Top of EXTRACTED ENTRIES
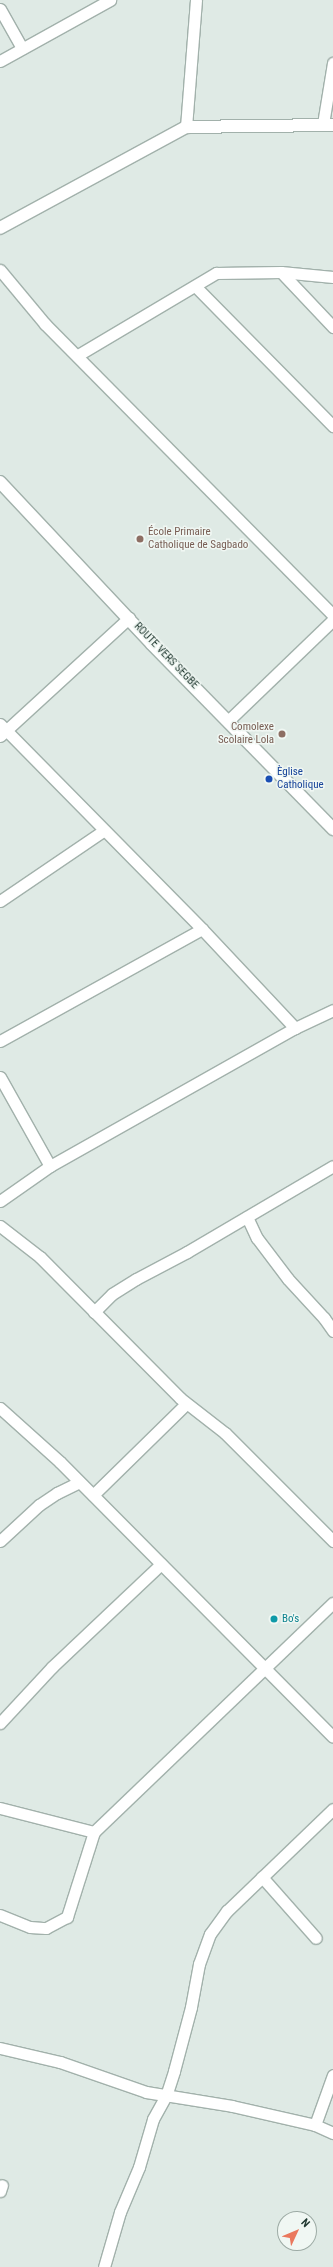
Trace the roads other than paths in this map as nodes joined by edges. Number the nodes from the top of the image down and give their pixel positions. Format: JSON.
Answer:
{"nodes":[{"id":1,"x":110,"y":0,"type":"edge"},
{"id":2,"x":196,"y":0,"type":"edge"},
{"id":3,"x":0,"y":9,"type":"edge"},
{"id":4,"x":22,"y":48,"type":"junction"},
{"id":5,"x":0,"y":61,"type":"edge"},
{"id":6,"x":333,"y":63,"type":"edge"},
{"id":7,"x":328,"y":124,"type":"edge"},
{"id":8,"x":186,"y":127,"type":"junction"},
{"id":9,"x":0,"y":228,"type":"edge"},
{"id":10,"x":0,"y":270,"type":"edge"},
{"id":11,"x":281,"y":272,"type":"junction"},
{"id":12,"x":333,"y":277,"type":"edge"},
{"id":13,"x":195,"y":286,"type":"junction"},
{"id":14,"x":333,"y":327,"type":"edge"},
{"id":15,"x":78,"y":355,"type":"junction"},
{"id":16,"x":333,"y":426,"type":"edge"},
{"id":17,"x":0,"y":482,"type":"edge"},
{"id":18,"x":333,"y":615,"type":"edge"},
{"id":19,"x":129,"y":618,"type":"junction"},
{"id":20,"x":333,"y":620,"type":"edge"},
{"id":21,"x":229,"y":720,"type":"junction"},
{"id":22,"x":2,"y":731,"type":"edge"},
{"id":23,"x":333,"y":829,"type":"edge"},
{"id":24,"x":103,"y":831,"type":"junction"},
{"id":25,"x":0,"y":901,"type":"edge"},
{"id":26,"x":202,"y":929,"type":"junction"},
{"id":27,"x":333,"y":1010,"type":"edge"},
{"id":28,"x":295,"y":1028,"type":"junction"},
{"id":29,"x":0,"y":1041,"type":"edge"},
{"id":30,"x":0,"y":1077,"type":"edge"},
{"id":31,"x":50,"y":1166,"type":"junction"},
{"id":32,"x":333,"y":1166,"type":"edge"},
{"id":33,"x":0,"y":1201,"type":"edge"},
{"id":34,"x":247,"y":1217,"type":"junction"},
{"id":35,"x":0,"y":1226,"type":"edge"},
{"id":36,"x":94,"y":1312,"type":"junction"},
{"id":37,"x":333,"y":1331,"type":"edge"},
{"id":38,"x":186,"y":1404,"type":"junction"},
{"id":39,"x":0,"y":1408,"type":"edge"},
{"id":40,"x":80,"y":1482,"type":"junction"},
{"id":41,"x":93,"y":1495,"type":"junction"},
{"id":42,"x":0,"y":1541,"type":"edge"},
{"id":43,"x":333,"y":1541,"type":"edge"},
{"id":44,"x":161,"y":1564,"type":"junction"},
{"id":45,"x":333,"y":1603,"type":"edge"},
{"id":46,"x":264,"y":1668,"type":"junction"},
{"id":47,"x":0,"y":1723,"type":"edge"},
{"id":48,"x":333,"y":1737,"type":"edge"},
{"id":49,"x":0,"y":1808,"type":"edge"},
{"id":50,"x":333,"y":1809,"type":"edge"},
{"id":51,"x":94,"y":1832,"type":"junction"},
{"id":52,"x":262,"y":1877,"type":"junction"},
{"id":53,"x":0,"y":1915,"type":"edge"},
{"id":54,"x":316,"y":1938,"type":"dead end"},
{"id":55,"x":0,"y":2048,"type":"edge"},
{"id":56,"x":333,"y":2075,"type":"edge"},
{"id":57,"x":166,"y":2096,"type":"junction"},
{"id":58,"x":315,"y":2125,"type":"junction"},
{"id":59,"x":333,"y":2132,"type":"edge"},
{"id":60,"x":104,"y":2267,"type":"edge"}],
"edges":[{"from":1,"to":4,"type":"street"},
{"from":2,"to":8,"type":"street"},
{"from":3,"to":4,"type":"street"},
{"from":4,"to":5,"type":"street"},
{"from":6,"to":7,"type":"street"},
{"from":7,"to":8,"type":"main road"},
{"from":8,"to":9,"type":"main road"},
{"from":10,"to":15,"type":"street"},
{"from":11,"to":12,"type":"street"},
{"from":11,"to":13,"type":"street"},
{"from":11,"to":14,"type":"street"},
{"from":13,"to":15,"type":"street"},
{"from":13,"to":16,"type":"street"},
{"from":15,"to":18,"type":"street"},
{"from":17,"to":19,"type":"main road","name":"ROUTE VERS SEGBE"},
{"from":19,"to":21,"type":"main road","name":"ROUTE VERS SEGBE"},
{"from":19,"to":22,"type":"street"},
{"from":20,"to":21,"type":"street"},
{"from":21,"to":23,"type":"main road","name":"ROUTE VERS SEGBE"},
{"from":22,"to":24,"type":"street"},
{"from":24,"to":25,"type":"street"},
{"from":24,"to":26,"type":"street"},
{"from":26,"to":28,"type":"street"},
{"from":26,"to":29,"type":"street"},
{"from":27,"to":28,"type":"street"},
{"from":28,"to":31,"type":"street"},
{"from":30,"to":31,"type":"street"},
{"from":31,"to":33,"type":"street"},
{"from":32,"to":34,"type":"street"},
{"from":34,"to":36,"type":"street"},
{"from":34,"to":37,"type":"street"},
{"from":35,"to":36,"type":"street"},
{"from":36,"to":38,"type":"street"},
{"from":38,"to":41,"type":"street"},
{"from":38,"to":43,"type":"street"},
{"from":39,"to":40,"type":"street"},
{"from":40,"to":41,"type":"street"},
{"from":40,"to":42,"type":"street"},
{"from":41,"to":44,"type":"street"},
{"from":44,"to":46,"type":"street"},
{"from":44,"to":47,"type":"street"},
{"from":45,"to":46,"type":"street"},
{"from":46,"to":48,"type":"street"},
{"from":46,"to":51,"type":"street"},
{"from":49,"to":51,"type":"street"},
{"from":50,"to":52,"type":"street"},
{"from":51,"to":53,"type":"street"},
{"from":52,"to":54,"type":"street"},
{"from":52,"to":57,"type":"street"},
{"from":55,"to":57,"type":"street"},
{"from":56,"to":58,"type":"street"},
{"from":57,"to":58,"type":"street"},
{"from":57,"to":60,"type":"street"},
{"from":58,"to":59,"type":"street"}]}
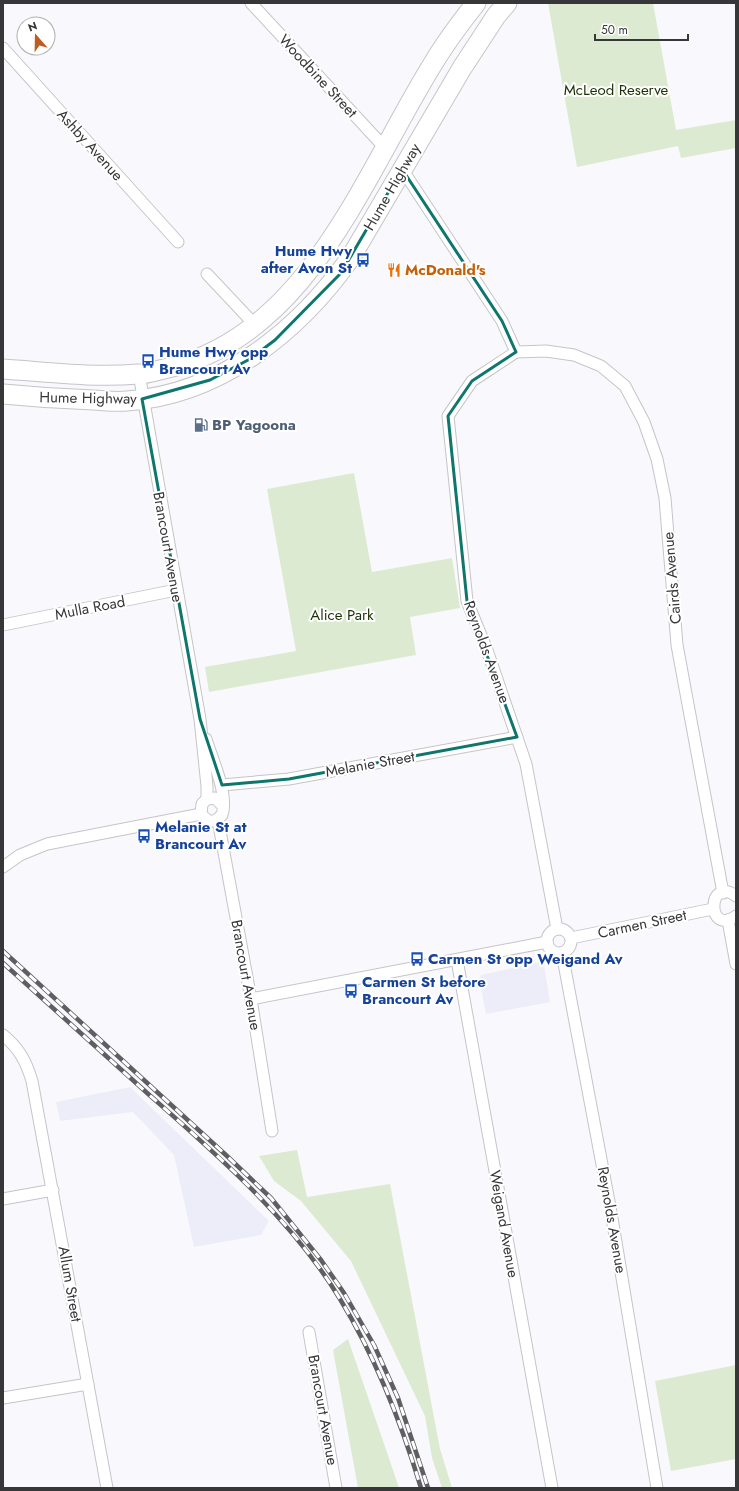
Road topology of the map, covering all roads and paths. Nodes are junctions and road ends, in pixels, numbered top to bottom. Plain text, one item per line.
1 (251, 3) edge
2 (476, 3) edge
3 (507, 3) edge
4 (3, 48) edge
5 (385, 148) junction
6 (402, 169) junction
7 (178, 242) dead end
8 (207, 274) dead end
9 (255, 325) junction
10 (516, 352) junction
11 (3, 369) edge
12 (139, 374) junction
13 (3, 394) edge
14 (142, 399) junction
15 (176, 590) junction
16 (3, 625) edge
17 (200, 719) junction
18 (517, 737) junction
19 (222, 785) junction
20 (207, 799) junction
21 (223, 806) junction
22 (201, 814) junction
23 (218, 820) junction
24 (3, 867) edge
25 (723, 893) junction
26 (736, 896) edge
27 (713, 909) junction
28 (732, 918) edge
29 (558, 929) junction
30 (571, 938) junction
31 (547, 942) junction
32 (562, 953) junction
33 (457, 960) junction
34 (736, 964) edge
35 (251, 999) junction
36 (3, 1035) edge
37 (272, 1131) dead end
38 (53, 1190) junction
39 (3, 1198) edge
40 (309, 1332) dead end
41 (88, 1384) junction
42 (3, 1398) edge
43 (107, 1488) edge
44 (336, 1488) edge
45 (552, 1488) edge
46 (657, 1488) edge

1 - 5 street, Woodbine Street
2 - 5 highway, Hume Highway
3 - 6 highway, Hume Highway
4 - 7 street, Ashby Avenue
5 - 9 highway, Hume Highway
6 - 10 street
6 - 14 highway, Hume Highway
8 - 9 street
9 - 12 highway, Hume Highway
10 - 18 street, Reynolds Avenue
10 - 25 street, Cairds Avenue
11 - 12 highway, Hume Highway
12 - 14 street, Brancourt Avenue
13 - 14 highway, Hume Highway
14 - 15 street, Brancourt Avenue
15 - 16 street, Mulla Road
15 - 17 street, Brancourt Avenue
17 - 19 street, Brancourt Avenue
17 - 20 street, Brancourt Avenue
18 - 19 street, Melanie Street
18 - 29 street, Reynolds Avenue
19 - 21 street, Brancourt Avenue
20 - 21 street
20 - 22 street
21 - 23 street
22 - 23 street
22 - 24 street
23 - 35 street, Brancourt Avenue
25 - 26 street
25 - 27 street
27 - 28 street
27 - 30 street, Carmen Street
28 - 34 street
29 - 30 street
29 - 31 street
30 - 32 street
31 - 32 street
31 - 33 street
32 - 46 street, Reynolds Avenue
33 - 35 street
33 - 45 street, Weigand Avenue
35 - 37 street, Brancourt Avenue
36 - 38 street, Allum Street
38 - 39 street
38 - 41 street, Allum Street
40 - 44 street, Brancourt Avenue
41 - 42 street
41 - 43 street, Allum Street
Bottom of EXTRACTED ENTRIES
» **ACTION ITEM**
The result should be every line of the material that contains the word "Hume", so copy those lines.

» **WRITTEN SOLUTION**
2 - 5 highway, Hume Highway
3 - 6 highway, Hume Highway
5 - 9 highway, Hume Highway
6 - 14 highway, Hume Highway
9 - 12 highway, Hume Highway
11 - 12 highway, Hume Highway
13 - 14 highway, Hume Highway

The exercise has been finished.